(Extracted entries Opens)
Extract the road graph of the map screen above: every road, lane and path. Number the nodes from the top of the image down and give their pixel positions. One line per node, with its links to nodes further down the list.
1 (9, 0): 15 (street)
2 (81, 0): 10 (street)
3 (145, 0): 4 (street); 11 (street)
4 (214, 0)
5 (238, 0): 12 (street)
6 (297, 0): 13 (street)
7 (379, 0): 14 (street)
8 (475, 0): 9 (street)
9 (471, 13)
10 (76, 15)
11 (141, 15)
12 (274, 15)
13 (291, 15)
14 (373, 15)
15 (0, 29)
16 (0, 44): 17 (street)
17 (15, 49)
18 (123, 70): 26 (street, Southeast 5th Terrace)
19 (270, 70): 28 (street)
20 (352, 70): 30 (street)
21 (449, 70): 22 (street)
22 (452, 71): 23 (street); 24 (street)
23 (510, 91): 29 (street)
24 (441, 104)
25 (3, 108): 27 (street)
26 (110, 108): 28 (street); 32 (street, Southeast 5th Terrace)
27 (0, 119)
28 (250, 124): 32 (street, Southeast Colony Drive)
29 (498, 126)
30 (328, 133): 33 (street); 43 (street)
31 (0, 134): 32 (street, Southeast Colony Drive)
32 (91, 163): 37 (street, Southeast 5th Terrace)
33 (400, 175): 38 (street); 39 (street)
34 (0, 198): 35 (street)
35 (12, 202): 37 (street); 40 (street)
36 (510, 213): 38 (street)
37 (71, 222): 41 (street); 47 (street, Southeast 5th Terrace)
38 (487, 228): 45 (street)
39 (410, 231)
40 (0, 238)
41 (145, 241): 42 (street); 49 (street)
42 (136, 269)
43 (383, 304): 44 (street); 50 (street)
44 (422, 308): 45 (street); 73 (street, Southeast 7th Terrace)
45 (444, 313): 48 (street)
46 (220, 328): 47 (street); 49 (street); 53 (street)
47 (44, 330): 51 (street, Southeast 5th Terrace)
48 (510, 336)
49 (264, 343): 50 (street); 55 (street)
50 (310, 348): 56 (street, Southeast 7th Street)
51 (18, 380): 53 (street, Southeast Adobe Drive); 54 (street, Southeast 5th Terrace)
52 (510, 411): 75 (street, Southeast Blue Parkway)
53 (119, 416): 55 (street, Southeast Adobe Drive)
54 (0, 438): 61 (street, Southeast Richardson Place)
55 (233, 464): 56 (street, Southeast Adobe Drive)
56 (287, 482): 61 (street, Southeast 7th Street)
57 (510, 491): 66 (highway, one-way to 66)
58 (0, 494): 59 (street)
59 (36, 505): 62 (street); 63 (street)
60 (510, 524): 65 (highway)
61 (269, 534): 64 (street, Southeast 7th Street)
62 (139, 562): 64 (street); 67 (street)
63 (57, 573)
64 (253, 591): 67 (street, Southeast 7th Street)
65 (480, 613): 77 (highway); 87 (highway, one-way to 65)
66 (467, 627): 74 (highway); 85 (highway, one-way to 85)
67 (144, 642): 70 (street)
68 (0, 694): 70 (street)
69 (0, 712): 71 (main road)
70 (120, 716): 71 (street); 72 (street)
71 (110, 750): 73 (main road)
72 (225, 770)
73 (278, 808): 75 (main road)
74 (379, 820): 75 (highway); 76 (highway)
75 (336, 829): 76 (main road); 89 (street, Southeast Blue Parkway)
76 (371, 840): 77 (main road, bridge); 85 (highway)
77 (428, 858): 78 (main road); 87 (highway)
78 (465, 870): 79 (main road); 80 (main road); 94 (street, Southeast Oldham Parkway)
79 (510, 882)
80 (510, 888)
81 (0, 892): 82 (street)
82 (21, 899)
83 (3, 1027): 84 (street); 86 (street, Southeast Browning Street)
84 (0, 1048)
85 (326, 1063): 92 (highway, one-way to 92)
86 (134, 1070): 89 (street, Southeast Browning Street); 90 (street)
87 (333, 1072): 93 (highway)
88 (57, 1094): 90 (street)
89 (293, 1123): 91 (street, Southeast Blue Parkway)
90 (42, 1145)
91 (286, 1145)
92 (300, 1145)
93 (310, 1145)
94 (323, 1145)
(Extracted entries Closes)
--- Aim of the task ---
Please set down the entire listing once more, exactly as it stands.

--- Response area ---
Extract the road graph of the map screen above: every road, lane and path. Number the nodes from the top of the image down and give their pixel positions. One line per node, with its links to nodes further down the list.
1 (9, 0): 15 (street)
2 (81, 0): 10 (street)
3 (145, 0): 4 (street); 11 (street)
4 (214, 0)
5 (238, 0): 12 (street)
6 (297, 0): 13 (street)
7 (379, 0): 14 (street)
8 (475, 0): 9 (street)
9 (471, 13)
10 (76, 15)
11 (141, 15)
12 (274, 15)
13 (291, 15)
14 (373, 15)
15 (0, 29)
16 (0, 44): 17 (street)
17 (15, 49)
18 (123, 70): 26 (street, Southeast 5th Terrace)
19 (270, 70): 28 (street)
20 (352, 70): 30 (street)
21 (449, 70): 22 (street)
22 (452, 71): 23 (street); 24 (street)
23 (510, 91): 29 (street)
24 (441, 104)
25 (3, 108): 27 (street)
26 (110, 108): 28 (street); 32 (street, Southeast 5th Terrace)
27 (0, 119)
28 (250, 124): 32 (street, Southeast Colony Drive)
29 (498, 126)
30 (328, 133): 33 (street); 43 (street)
31 (0, 134): 32 (street, Southeast Colony Drive)
32 (91, 163): 37 (street, Southeast 5th Terrace)
33 (400, 175): 38 (street); 39 (street)
34 (0, 198): 35 (street)
35 (12, 202): 37 (street); 40 (street)
36 (510, 213): 38 (street)
37 (71, 222): 41 (street); 47 (street, Southeast 5th Terrace)
38 (487, 228): 45 (street)
39 (410, 231)
40 (0, 238)
41 (145, 241): 42 (street); 49 (street)
42 (136, 269)
43 (383, 304): 44 (street); 50 (street)
44 (422, 308): 45 (street); 73 (street, Southeast 7th Terrace)
45 (444, 313): 48 (street)
46 (220, 328): 47 (street); 49 (street); 53 (street)
47 (44, 330): 51 (street, Southeast 5th Terrace)
48 (510, 336)
49 (264, 343): 50 (street); 55 (street)
50 (310, 348): 56 (street, Southeast 7th Street)
51 (18, 380): 53 (street, Southeast Adobe Drive); 54 (street, Southeast 5th Terrace)
52 (510, 411): 75 (street, Southeast Blue Parkway)
53 (119, 416): 55 (street, Southeast Adobe Drive)
54 (0, 438): 61 (street, Southeast Richardson Place)
55 (233, 464): 56 (street, Southeast Adobe Drive)
56 (287, 482): 61 (street, Southeast 7th Street)
57 (510, 491): 66 (highway, one-way to 66)
58 (0, 494): 59 (street)
59 (36, 505): 62 (street); 63 (street)
60 (510, 524): 65 (highway)
61 (269, 534): 64 (street, Southeast 7th Street)
62 (139, 562): 64 (street); 67 (street)
63 (57, 573)
64 (253, 591): 67 (street, Southeast 7th Street)
65 (480, 613): 77 (highway); 87 (highway, one-way to 65)
66 (467, 627): 74 (highway); 85 (highway, one-way to 85)
67 (144, 642): 70 (street)
68 (0, 694): 70 (street)
69 (0, 712): 71 (main road)
70 (120, 716): 71 (street); 72 (street)
71 (110, 750): 73 (main road)
72 (225, 770)
73 (278, 808): 75 (main road)
74 (379, 820): 75 (highway); 76 (highway)
75 (336, 829): 76 (main road); 89 (street, Southeast Blue Parkway)
76 (371, 840): 77 (main road, bridge); 85 (highway)
77 (428, 858): 78 (main road); 87 (highway)
78 (465, 870): 79 (main road); 80 (main road); 94 (street, Southeast Oldham Parkway)
79 (510, 882)
80 (510, 888)
81 (0, 892): 82 (street)
82 (21, 899)
83 (3, 1027): 84 (street); 86 (street, Southeast Browning Street)
84 (0, 1048)
85 (326, 1063): 92 (highway, one-way to 92)
86 (134, 1070): 89 (street, Southeast Browning Street); 90 (street)
87 (333, 1072): 93 (highway)
88 (57, 1094): 90 (street)
89 (293, 1123): 91 (street, Southeast Blue Parkway)
90 (42, 1145)
91 (286, 1145)
92 (300, 1145)
93 (310, 1145)
94 (323, 1145)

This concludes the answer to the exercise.